Türk denizciliği yeni rotasında!

Türk denizciliği son yılları, omuzlarındaki ağır bir yükle geride bıraktı. Şüphesiz, zincirin tersane tarafı da, armatörü de, limancılığı da, alt sektörleri de büyük bir sınav verdi. Bu sürece dayanamayıp kepenklerini kapatanlar da oldu, “Akmasa da damlar” deyip bugünlere gelenler de... Ancak şimdi umudun konuşulduğu günler var karşımızda. Artık gelinen günler umut vaat eden günler…

 

Bu umudumuzu, son günlerde yaptığı açıklamalarla Sayın Metin Kalkavan dile getirdi.
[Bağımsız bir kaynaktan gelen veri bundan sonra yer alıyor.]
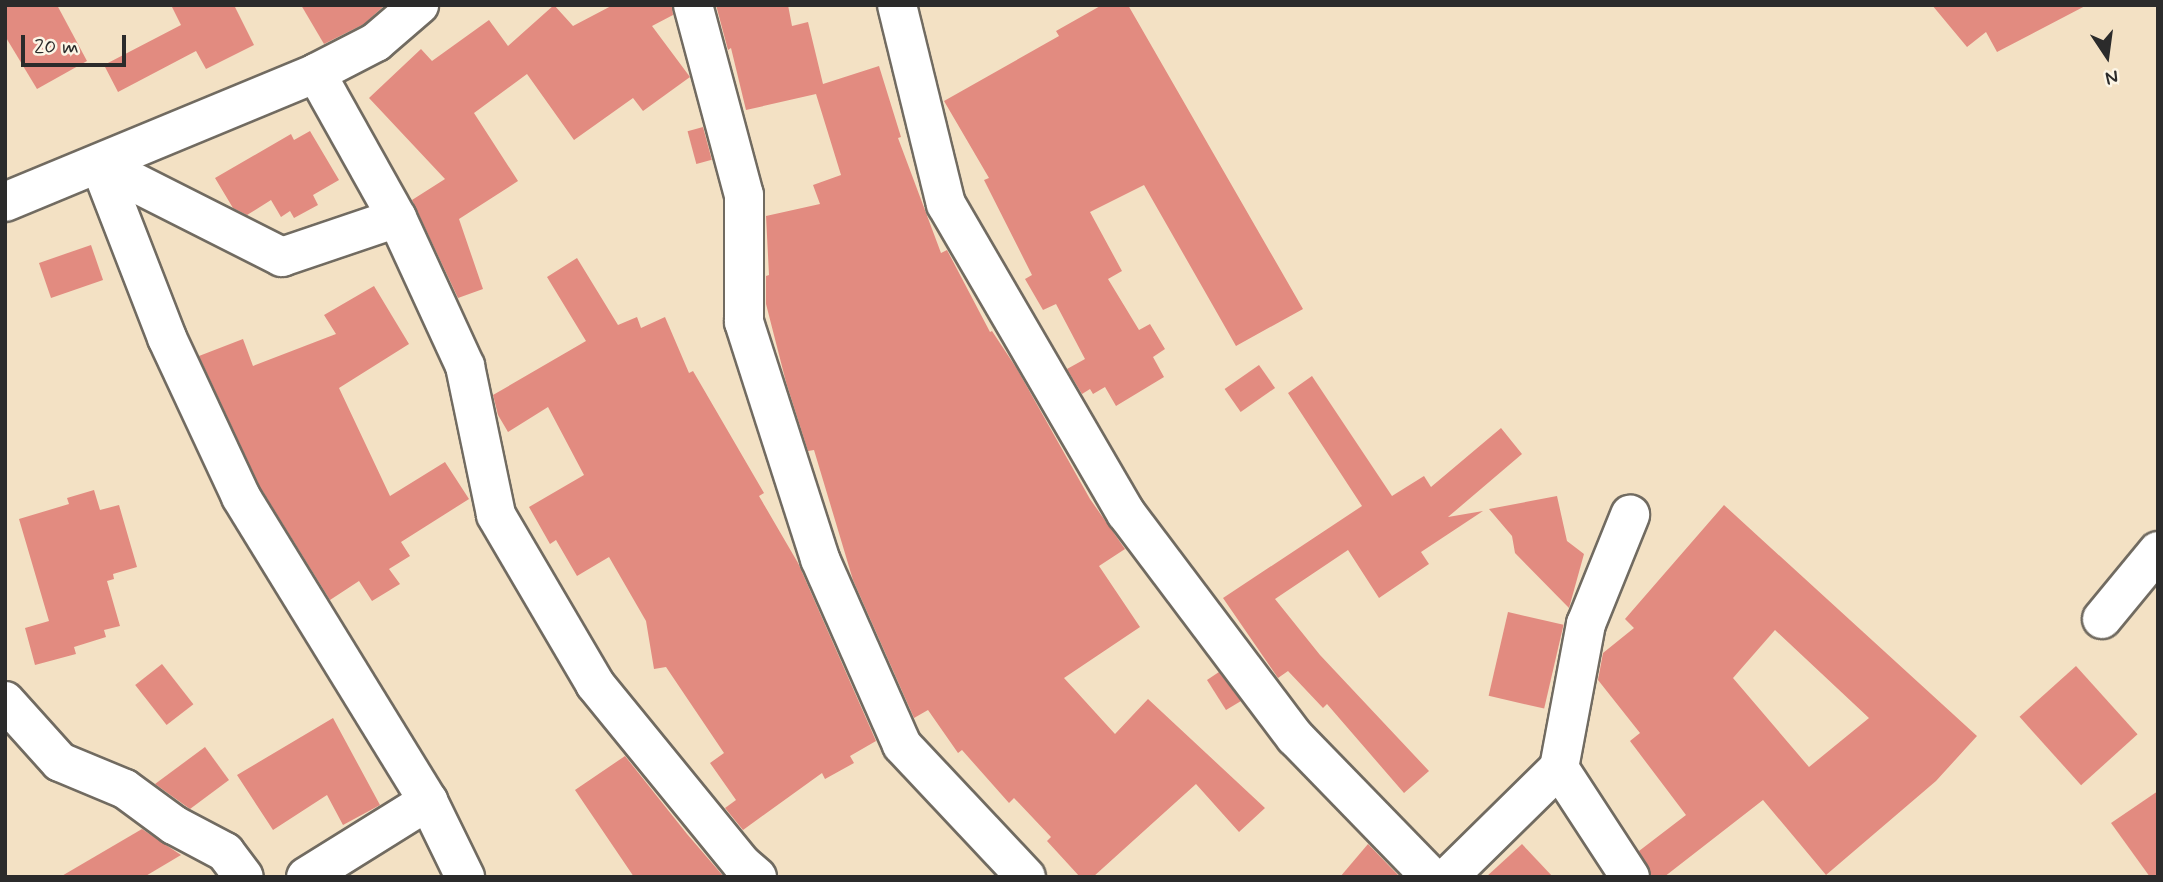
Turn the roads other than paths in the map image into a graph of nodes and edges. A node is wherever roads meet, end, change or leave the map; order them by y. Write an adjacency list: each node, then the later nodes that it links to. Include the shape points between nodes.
1 (419, 5): 4 (street, via 376,42)
2 (693, 5): 18 (street, via 744,195 744,322 820,559 902,746)
3 (897, 5): 19 (street, via 946,204 1126,513 1295,737)
4 (316, 73): 5 (street); 7 (street)
5 (100, 165): 6 (street); 7 (street, via 282,257); 13 (street, via 167,338 241,497)
6 (5, 202)
7 (397, 218): 17 (street, via 465,366 496,515 596,684)
8 (1630, 515): 12 (street, via 1586,624)
9 (2158, 551): 10 (street)
10 (2102, 619)
11 (5, 701): 14 (street, via 60,762 125,789 174,825 225,852)
12 (1559, 768): 20 (street); 21 (street)
13 (428, 801): 15 (street); 16 (street)
14 (244, 877)
15 (306, 877)
16 (466, 877)
17 (757, 877)
18 (1026, 877)
19 (1431, 877)
20 (1448, 877)
21 (1630, 877)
Bir yandan 2016’nın son iki ayını gemi ve yat ihracatında rekor seviye ile kapattığımızı açıkladı, diğer yandan da bu rekorda 49 yıllığına uzatılan tersanelerin kira sözleşmesinin yadsınamaz etkisini vurguladı. Hem Kredi Garanti Fonu Desteğinin sektöre rahat bir soluk aldırdığının altını çizdi, hem de Türk bayrağına geçişte getirilen kolaylıkların yarattığı tesire değindi. Kısaca tüm sözleri hükümetimizin son günlerde attığı adımların sektöre ne derece kuvvetli yansıdığı üzerineydi. Tüm bunlar esasen şunun göstergesiydi: Uzunca bir süre, yılmadan pes etmeden sektörümüzün dile getirdiği olmazsa olmazlar olmuş ve sektörümüzde bunun karşılığını rakamlarla ortaya koymuştu.

 

Türk denizciliğini yarınlarda karşılayacak iki güzel gelişme daha var. Biri Uluslararası Exposhipping EXPOMARITT İstanbul Gemi İnşa ve Yan Sanayi Fuarı, diğeri de Europort Türkiye. Gelen konuklar ağır, uluslararası işbirliği imzaladığımız iş ortaklarımızla bir arada olacağımız, hedef pazarlarımızla buluşacağımız, dünya denizciliğinin ana gündemini konuşacağımız organizasyonlarla Türk denizciliğinin yeni rotasını çizeceğiz.

 

Ev sahibi olmanın avantajını iyi kullanacağımızdan şüphemiz yok. Hem konuklarımızı iyi ağırlayacağımızı, hem de Türk denizcilik sektörünün potansiyelini, sektör aktörleri olarak ortaya koyacağımıza inancımız tam. Bu konuda hepimize şimdiden kolay gelsin diyoruz…

 

Çok daha güzel yarınlar umut ediyoruz. Önce ülkemiz, sonra sektörümüz adına hep daha iyisini arzu ediyor ve inanıyoruz ki, bu uğurda çok çalışıyoruz. Lakin ülke gündemimiz son zamanlarda hayli karışık. Güçlü bir Türkiye için üreten bir Türkiye şart! Bilenler bilir; bir İsveç örneği var dünya tarihinde. Bundan 150 yıl kadar önce inanılmaz derecede fakir, hatta kıtlık çeken İsveç, 2014’te İnsani Gelişme Endeksi’ne göre Çok Yüksek İnsani Gelişmişlik kategorisinde 14. sırada. Bu sıralamada bizim yerimiz ise Yüksek İnsani Gelişmişlik kategorisinde 79’unculuk. Hikâye uzun ama İsveç’in bu zorlu mücadelesinde en büyük ivmeyi laissez-faire (bırakınız yapsınlar) ekonomi politikasını kullandığı dönemde gerçekleştirdiği bilinen bir gerçek. Esasen keşfedilecek bir durum yok. Her şey ortada…

 

“Bırakınız yapsınlar” Bir sonraki sayıda görüşünceye kadar her şey gönlünüzce olsun!